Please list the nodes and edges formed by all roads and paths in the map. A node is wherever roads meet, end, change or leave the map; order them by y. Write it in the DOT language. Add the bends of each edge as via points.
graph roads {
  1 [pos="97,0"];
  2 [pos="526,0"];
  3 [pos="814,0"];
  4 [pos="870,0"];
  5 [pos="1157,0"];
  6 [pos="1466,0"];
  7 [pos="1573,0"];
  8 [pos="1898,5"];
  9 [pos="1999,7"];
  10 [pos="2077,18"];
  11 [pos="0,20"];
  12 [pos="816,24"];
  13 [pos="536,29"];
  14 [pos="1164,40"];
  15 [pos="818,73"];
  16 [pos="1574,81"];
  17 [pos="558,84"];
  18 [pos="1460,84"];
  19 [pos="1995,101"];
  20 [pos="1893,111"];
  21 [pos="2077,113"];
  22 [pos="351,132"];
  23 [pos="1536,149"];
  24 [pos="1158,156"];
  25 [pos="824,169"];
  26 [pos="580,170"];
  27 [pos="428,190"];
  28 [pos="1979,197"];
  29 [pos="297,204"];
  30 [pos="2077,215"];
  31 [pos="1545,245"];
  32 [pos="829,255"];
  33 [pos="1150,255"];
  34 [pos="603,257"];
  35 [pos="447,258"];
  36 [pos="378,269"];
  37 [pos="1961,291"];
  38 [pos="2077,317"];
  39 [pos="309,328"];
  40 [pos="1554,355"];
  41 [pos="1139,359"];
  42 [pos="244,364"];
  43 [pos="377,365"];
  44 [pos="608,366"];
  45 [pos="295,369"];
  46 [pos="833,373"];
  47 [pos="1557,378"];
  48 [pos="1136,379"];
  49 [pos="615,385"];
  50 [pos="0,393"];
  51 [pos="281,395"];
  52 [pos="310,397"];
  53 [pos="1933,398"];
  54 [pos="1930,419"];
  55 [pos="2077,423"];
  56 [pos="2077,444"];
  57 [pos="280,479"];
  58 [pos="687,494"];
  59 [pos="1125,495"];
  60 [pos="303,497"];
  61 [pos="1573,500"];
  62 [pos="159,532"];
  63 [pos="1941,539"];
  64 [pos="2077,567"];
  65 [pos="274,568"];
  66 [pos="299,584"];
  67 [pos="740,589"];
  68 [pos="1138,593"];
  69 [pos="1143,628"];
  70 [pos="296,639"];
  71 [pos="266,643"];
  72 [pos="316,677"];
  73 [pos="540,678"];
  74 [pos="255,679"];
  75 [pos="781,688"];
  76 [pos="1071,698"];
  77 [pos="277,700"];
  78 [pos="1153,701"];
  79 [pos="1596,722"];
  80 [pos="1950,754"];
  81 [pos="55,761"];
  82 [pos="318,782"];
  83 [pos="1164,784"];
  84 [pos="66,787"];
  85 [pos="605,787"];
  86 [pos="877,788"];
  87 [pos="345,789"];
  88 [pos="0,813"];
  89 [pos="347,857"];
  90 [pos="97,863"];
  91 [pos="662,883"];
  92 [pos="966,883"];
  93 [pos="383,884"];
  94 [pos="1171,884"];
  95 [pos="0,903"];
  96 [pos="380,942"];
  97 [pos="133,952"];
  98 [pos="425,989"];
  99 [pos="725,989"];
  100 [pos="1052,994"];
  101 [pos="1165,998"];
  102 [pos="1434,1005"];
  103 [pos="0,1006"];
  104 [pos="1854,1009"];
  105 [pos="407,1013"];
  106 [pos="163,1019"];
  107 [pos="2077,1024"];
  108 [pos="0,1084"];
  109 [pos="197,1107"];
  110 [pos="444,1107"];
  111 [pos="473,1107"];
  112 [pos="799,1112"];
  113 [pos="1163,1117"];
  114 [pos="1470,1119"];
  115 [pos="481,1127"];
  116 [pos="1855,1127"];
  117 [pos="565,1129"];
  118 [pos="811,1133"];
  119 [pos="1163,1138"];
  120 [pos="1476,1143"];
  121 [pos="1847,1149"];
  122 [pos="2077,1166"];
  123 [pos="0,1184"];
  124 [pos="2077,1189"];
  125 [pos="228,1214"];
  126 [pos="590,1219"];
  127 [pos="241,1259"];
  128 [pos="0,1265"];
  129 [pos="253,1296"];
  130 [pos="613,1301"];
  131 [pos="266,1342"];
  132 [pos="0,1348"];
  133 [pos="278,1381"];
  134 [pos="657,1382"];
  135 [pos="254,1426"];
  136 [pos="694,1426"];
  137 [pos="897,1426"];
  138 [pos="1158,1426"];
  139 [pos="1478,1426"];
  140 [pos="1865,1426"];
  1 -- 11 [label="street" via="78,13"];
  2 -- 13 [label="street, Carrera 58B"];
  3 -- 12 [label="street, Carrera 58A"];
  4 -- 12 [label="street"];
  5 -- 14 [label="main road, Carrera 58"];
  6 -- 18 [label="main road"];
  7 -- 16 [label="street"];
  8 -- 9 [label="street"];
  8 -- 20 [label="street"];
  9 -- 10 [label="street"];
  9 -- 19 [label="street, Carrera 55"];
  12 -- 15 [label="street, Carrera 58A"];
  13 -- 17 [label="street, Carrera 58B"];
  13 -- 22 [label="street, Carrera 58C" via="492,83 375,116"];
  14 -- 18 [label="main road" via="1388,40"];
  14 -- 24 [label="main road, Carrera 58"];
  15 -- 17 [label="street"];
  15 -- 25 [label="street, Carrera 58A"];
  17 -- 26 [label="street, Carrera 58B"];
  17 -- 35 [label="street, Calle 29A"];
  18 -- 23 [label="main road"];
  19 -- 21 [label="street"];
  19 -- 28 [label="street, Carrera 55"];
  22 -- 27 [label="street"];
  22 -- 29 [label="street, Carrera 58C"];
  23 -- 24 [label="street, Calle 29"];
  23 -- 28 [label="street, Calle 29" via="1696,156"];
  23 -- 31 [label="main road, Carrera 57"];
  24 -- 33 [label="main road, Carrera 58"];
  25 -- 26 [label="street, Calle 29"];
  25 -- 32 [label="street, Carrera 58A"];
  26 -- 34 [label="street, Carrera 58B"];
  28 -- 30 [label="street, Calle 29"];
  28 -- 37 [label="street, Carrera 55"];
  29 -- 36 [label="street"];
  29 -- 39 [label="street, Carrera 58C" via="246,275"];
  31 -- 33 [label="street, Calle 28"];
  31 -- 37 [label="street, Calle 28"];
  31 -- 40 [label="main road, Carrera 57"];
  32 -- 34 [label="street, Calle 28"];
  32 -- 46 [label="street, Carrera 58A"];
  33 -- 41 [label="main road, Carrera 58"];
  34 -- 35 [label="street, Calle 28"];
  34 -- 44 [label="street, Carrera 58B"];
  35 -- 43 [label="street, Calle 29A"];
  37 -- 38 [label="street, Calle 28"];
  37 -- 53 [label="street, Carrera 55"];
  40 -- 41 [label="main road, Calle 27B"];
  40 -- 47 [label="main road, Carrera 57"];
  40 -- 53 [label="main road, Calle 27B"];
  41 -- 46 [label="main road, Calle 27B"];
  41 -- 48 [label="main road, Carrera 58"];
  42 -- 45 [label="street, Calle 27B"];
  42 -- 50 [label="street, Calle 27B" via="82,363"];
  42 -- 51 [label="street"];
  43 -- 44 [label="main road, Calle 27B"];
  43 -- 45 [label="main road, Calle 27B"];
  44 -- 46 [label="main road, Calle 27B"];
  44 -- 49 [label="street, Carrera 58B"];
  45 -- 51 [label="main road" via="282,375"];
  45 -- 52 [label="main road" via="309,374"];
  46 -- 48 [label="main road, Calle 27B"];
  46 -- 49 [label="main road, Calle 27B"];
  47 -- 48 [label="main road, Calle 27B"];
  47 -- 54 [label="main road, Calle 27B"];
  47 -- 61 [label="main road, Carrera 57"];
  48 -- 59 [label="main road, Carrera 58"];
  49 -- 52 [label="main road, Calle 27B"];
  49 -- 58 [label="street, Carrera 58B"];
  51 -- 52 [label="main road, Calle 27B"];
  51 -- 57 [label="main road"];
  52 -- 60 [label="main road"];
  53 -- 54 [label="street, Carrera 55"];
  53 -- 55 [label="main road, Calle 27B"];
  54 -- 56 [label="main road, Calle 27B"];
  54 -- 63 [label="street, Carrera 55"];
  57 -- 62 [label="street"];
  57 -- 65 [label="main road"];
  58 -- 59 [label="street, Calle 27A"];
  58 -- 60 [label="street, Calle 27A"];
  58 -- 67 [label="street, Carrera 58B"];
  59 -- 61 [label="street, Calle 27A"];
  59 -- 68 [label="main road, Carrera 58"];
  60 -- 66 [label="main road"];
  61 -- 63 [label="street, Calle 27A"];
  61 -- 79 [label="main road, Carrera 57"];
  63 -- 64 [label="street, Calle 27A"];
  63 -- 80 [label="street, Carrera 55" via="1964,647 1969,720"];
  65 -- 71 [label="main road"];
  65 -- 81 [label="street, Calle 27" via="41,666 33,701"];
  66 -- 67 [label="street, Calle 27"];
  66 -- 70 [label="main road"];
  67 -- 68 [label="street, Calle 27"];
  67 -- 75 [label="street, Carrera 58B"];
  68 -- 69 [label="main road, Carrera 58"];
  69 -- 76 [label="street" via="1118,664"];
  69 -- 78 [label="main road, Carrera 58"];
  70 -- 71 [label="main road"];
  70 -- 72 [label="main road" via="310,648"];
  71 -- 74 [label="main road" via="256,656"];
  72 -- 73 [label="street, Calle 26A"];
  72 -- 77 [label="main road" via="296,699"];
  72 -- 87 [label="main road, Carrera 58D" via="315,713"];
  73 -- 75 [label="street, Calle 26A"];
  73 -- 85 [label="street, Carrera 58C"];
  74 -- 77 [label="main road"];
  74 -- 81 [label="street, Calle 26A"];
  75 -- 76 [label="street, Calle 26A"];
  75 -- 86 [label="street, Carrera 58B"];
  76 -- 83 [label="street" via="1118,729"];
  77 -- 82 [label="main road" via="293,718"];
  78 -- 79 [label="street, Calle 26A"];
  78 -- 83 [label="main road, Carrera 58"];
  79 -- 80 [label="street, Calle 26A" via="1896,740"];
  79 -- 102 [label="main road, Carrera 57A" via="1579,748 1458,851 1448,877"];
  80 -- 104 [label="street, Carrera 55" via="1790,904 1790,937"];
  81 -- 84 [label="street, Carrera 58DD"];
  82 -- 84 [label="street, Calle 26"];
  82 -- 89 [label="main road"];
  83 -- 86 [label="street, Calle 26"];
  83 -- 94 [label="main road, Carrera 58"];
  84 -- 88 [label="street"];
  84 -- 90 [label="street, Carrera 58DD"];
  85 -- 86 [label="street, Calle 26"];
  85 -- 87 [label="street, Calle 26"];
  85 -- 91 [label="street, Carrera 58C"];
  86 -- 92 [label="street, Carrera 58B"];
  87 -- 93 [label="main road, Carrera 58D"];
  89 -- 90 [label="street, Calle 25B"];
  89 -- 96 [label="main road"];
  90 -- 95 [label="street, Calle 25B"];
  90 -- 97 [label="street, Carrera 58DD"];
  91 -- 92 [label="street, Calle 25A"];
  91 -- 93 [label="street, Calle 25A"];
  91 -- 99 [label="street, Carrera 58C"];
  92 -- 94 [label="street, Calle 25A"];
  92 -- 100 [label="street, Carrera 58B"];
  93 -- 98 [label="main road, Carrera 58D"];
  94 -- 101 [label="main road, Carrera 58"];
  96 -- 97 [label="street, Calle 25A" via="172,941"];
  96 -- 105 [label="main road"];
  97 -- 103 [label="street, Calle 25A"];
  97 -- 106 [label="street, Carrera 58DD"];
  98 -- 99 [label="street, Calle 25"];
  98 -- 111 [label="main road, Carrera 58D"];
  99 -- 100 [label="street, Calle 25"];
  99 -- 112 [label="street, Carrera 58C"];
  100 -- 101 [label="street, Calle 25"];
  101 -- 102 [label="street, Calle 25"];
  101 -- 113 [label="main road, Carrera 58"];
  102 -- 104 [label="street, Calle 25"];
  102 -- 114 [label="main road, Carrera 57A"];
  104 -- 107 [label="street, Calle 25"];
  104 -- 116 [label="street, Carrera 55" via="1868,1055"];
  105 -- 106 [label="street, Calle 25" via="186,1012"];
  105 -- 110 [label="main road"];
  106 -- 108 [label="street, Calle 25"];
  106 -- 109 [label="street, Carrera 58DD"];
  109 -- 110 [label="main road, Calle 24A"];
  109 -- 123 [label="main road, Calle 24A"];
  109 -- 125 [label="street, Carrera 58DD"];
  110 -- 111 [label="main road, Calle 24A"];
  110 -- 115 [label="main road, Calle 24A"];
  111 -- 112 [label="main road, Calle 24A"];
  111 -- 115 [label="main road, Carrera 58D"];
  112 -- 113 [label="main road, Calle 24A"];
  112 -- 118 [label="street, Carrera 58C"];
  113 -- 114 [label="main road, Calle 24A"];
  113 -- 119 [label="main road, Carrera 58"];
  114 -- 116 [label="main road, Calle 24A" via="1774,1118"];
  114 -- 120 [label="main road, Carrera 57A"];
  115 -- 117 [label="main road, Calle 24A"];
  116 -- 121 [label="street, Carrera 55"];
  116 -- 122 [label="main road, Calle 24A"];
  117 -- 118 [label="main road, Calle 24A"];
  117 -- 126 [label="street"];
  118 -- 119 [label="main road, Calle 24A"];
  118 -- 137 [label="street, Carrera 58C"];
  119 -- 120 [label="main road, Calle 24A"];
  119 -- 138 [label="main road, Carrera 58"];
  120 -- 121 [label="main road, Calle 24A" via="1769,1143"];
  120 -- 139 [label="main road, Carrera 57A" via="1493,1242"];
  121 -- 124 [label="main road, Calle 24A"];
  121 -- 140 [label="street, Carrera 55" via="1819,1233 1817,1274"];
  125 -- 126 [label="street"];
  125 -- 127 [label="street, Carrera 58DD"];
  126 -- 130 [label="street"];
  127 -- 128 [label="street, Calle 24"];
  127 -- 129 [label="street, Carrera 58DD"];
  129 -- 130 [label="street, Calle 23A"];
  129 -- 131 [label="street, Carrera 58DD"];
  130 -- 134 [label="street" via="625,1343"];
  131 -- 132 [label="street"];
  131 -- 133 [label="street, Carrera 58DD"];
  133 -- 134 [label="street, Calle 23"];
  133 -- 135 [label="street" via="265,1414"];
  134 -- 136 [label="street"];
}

★ ★ ★ ★ ★ ★ ★

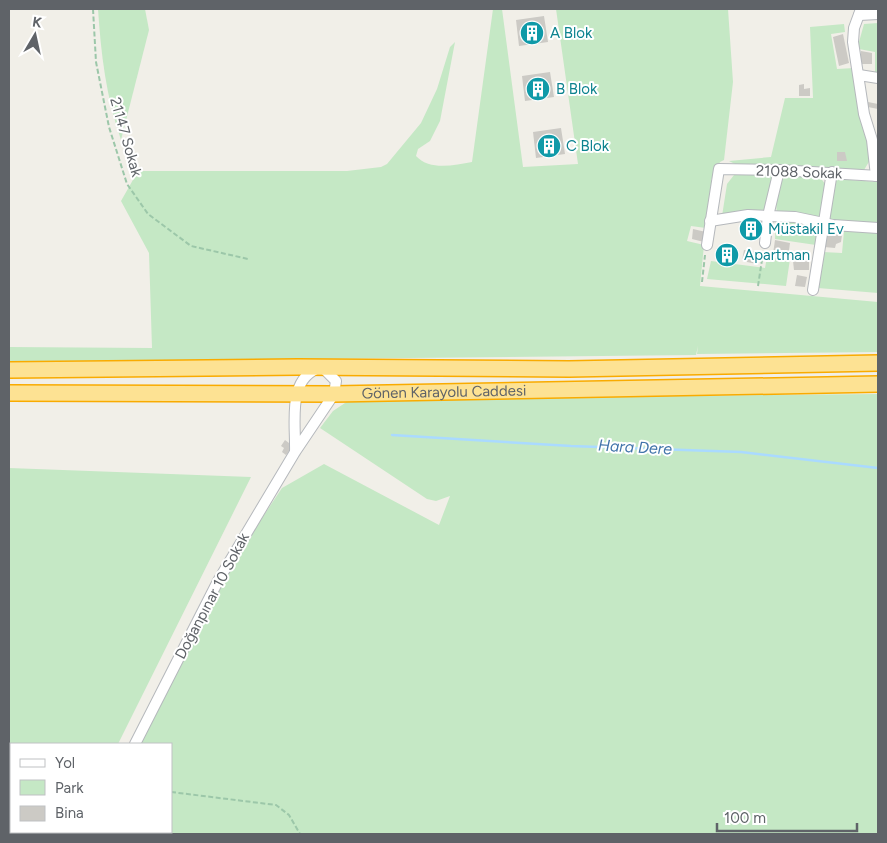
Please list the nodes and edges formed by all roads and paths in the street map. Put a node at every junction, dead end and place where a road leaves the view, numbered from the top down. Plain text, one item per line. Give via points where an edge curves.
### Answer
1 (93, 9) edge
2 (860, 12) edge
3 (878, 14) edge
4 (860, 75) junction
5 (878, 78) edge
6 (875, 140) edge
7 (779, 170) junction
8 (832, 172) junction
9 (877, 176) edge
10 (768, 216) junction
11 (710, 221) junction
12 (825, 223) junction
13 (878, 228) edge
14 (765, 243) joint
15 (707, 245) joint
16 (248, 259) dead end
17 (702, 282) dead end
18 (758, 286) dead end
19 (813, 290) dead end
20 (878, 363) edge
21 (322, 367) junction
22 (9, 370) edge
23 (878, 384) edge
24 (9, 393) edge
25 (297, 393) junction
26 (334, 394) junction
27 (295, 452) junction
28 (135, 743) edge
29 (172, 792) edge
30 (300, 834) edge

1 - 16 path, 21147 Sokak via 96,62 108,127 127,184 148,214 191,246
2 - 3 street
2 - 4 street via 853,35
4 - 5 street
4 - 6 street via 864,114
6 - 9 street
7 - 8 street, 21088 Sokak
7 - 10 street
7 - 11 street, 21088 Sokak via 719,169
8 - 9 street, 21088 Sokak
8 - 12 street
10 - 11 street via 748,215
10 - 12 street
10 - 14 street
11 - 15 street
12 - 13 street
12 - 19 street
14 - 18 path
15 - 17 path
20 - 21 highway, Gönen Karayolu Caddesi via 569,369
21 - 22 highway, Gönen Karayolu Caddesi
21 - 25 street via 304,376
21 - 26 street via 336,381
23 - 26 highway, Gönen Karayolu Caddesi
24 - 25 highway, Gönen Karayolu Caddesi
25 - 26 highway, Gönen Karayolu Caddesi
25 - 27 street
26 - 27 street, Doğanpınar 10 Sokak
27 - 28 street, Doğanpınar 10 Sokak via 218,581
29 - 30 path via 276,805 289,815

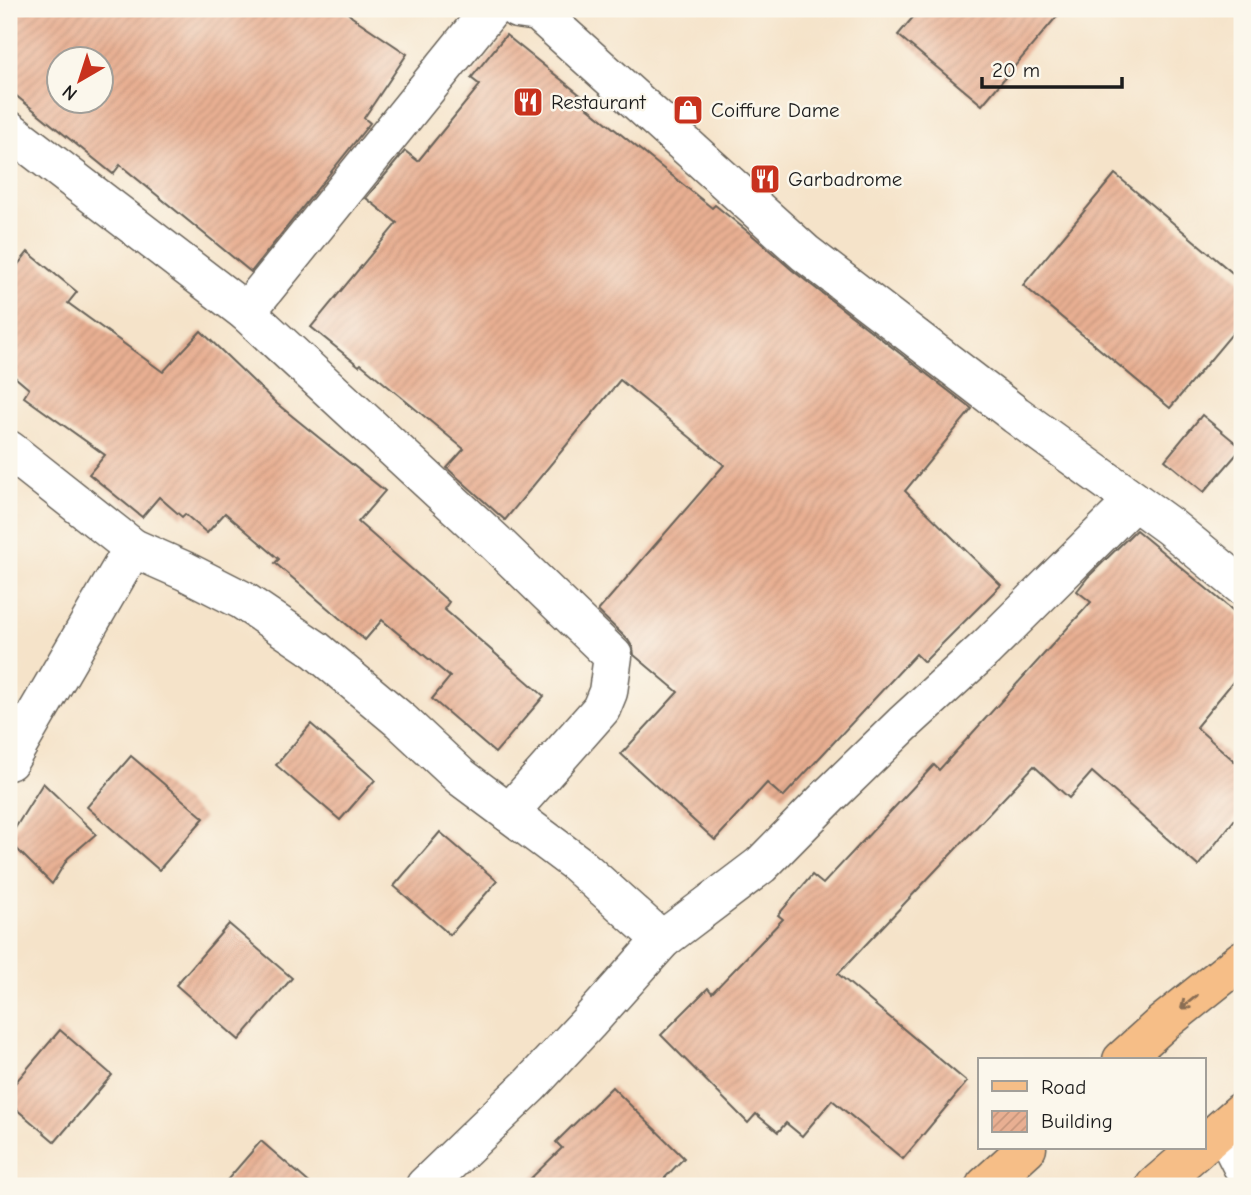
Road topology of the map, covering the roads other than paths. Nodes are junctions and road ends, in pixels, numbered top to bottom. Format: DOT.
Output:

★ ★ ★ ★ ★ ★ ★

→ ACTIVITY
Among the entries, find every line holding "numbered" and return it.

→ OUTPUT FOR THIS EXERCISE
Please list the nodes and edges formed by all roads and paths in the street map. Put a node at every junction, dead end and place where a road leaves the view, numbered from the top down. Plain text, one item per line. Give via points where an edge curves.
Road topology of the map, covering the roads other than paths. Nodes are junctions and road ends, in pixels, numbered top to bottom. Format: DOT.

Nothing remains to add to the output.